Ночью я думал о султане, но не так, как хотелось Ходже. Тот продолжал говорить о владыке с неприязнью, а я понимал, что не смогу испытывать к султану неприязнь или презирать его. Мне нравились его спокойствие и приветливость, нравилась его манера выкладывать все, что приходит в голову, свойственная балованным детям. И я хотел быть таким же или же стать его другом. Лежа в своей постели и пытаясь уснуть после вспышки гнева Ходжи, я думал, что султан не заслуживает того, чтобы его обманывали. Мне хотелось рассказать ему обо всем. Но что такое было это «все»?
Вскоре выяснилось, что интерес, который я испытывал к султану, был взаимным. Однажды Ходжа с крайней неохотой сказал мне, что на следующее утро султан желает, чтобы я пришел во дворец вместе с ним, Ходжой. Был один из тех прекрасных осенних дней, когда воздух пахнет морем и водорослями. Все утро мы провели в большой роще, на устланном палой красной листвой берегу пруда, который порос кувшинками, в окружении багрянников и чинар. Султан захотел поговорить о лягушках, которыми кишел пруд. Ходжа, совершенно к ним равнодушный, отделался несколькими общими замечаниями, сухими и совершенно бесцветными.

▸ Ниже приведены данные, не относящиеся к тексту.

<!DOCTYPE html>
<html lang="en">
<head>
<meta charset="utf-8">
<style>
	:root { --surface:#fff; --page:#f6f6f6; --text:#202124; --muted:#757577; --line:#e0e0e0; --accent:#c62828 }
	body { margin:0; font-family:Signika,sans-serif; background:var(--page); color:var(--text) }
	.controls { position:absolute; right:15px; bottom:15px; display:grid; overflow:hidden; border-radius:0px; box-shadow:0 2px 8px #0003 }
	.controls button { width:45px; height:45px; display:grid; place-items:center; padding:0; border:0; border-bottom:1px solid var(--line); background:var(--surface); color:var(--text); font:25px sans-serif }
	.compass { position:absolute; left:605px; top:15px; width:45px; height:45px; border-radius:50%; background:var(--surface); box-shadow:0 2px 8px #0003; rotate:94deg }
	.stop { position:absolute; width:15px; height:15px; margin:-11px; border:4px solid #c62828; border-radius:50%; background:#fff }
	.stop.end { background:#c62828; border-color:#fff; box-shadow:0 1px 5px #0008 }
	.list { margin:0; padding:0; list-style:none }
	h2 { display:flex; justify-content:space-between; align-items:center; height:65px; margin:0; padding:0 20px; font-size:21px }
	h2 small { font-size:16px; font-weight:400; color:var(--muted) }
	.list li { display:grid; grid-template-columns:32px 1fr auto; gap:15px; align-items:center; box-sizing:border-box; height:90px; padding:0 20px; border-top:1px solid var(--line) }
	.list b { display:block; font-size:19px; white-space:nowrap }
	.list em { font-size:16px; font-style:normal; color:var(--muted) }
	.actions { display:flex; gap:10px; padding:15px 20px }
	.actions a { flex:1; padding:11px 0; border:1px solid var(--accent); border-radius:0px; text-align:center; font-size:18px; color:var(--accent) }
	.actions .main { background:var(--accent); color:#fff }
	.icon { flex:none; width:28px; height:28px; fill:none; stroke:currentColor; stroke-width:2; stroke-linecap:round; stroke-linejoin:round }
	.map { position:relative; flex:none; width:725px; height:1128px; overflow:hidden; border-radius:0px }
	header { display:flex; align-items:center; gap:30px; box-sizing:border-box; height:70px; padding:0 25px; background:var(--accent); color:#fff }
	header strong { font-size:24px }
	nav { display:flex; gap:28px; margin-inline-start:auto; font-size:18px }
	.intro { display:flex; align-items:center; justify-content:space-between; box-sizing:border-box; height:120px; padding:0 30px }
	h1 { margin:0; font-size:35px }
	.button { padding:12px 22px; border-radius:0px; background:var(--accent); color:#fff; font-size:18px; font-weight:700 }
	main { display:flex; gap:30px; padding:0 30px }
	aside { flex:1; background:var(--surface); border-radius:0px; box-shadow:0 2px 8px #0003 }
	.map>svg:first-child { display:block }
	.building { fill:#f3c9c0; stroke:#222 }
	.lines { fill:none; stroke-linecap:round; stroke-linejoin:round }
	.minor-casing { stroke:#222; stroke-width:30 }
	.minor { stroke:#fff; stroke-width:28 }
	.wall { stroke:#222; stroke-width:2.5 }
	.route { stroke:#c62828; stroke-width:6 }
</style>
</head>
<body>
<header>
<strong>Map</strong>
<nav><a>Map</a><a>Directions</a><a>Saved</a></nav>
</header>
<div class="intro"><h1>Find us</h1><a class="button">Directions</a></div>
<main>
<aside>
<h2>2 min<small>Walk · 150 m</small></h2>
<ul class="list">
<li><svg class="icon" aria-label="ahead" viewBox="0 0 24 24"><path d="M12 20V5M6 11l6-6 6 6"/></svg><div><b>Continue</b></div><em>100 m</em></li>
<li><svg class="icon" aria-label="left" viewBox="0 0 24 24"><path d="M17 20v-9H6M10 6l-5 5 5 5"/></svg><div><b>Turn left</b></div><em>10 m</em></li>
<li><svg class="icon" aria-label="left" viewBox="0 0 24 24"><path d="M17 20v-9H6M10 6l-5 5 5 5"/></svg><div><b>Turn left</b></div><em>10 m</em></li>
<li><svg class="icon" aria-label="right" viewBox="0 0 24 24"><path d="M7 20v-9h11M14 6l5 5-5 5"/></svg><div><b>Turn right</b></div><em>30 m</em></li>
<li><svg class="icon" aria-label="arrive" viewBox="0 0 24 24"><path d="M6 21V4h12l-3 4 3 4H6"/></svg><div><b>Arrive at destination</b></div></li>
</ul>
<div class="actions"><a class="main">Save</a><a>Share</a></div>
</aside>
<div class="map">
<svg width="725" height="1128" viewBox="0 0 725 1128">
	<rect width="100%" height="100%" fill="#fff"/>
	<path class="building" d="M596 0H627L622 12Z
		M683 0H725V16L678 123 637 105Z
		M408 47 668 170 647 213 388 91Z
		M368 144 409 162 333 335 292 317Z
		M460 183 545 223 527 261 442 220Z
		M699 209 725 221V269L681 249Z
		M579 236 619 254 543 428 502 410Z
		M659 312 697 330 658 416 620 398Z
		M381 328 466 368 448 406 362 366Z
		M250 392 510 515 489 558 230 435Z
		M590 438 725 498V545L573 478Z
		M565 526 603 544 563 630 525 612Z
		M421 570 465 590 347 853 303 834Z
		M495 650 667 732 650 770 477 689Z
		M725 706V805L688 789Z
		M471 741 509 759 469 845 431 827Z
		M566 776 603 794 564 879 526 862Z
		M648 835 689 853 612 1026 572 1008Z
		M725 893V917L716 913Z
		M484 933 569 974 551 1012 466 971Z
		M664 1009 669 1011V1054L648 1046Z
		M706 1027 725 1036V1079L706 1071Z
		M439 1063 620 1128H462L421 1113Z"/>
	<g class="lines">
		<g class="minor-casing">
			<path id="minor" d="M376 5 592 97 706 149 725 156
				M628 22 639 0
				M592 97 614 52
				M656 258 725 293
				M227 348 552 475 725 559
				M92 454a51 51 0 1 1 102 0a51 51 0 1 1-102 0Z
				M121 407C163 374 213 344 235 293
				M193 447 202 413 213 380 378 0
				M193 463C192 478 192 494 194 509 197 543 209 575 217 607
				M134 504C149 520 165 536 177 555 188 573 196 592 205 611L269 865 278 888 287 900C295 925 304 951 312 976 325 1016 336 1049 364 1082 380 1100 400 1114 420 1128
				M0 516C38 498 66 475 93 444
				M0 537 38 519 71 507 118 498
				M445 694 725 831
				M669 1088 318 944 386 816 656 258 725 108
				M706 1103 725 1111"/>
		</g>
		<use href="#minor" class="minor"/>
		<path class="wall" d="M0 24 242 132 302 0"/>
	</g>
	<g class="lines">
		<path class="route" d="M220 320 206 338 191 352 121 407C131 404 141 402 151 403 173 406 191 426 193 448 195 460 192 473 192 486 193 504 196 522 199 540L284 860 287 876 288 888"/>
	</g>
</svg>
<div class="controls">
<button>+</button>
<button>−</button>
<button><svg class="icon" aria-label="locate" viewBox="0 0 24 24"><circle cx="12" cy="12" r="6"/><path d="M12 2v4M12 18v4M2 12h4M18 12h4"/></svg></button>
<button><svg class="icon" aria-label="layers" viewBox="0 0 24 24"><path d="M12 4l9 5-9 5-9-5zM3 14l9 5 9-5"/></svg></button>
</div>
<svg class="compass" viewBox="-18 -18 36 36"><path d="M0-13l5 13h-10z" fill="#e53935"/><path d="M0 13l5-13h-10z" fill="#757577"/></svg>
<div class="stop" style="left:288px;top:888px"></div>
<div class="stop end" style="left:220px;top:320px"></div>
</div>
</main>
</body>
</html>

Меня очень удивило, что султан даже не обратил внимания на эту детскую выходку. Куда больше его мыслями владела моя персона.
Так и получилось, что я пустился в долгий рассказ о лягушках: как они прыгают; какое у них кровообращение; каким удивительным свойством обладает лягушачье сердце, которое, будучи отделено от тела, способно еще долго биться; каких мух и прочих насекомых лягушки употребляют в пищу. Чтобы нагляднее объяснить, как икринка вызревает во взрослую лягушку, я попросил лист бумаги и перо. Письменный прибор принесли в серебряном футляре, украшенном рубинами. Султан не остался равнодушен к моим рисункам. Воодушевленный, я начал рассказывать сказки о лягушках, все, какие помнил, и он слушал с большим удовольствием. Когда очередь дошла до истории о принцессе, поцеловавшей лягушку, султан хмыкнул и скривился, но все равно нисколько не напоминал глупого недоросля, каким его описывал Ходжа; нет, скорее, это был умный взрослый человек, желающий начинать день с разговоров о науке и искусстве. Под конец нескольких прекрасных часов, на протяжении коих Ходжа хранил насупленный вид, султан, взяв в руки мои рисунки, заметил: «Я подозревал, что истории сочиняешь ты. Но, оказывается, и рисунки – твоя работа!» И он стал расспрашивать меня об усатых лягушках.